Task brief:
Write out the records that follow with every word intact.

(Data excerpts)
◇ ◇ ◇ ◇

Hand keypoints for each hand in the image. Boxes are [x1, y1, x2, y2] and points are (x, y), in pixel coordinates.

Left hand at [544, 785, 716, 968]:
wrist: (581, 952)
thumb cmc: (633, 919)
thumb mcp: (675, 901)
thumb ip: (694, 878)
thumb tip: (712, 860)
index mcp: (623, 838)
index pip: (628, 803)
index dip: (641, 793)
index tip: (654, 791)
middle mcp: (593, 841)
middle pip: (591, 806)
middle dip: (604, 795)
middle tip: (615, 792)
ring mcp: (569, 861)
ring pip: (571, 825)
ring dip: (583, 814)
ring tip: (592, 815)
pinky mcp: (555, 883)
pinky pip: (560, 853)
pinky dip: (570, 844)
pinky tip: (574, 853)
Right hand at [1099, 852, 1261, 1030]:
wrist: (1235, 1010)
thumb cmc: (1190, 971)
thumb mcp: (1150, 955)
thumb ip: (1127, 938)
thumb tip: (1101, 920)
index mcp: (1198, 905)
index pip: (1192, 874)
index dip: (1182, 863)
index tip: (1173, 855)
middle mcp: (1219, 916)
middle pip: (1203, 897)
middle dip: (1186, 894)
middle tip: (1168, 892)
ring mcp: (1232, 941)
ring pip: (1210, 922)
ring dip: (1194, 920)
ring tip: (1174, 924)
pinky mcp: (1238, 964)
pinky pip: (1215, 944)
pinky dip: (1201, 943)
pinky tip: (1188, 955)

◇ ◇ ◇ ◇

Result of this task:
Hand keypoints for each hand in the image. Boxes are [x1, y1, x2, y2] and points are (x, y), in pixel coordinates.

Left hand at [544, 785, 716, 968]:
wrist: (581, 952)
thumb cmc: (633, 919)
thumb mcp: (675, 901)
thumb ip: (694, 878)
thumb tip: (712, 860)
index mcp: (623, 838)
index pip: (628, 803)
index dip: (641, 793)
index tip: (654, 791)
middle mcp: (593, 841)
middle pip: (591, 806)
middle dip: (604, 795)
middle tip: (615, 792)
ring mcp: (569, 861)
ring pip: (571, 825)
ring dip: (583, 814)
ring tip: (592, 815)
pinky mcp: (555, 883)
pinky pip: (560, 853)
pinky dip: (570, 844)
pinky tip: (574, 853)
Right hand at [1099, 852, 1261, 1030]:
wrist: (1235, 1010)
thumb cmc: (1190, 971)
thumb mcp: (1150, 955)
thumb ip: (1127, 938)
thumb tip: (1101, 920)
index mcp: (1198, 905)
index pip: (1192, 874)
index dip: (1182, 863)
index tip: (1173, 855)
middle mcp: (1219, 916)
middle pip: (1203, 897)
middle dip: (1186, 894)
middle tip: (1168, 892)
ring mcp: (1232, 941)
ring pip: (1210, 922)
ring dip: (1194, 920)
ring tip: (1174, 924)
pinky mcp: (1238, 964)
pinky pip: (1215, 944)
pinky dip: (1201, 943)
pinky tip: (1188, 955)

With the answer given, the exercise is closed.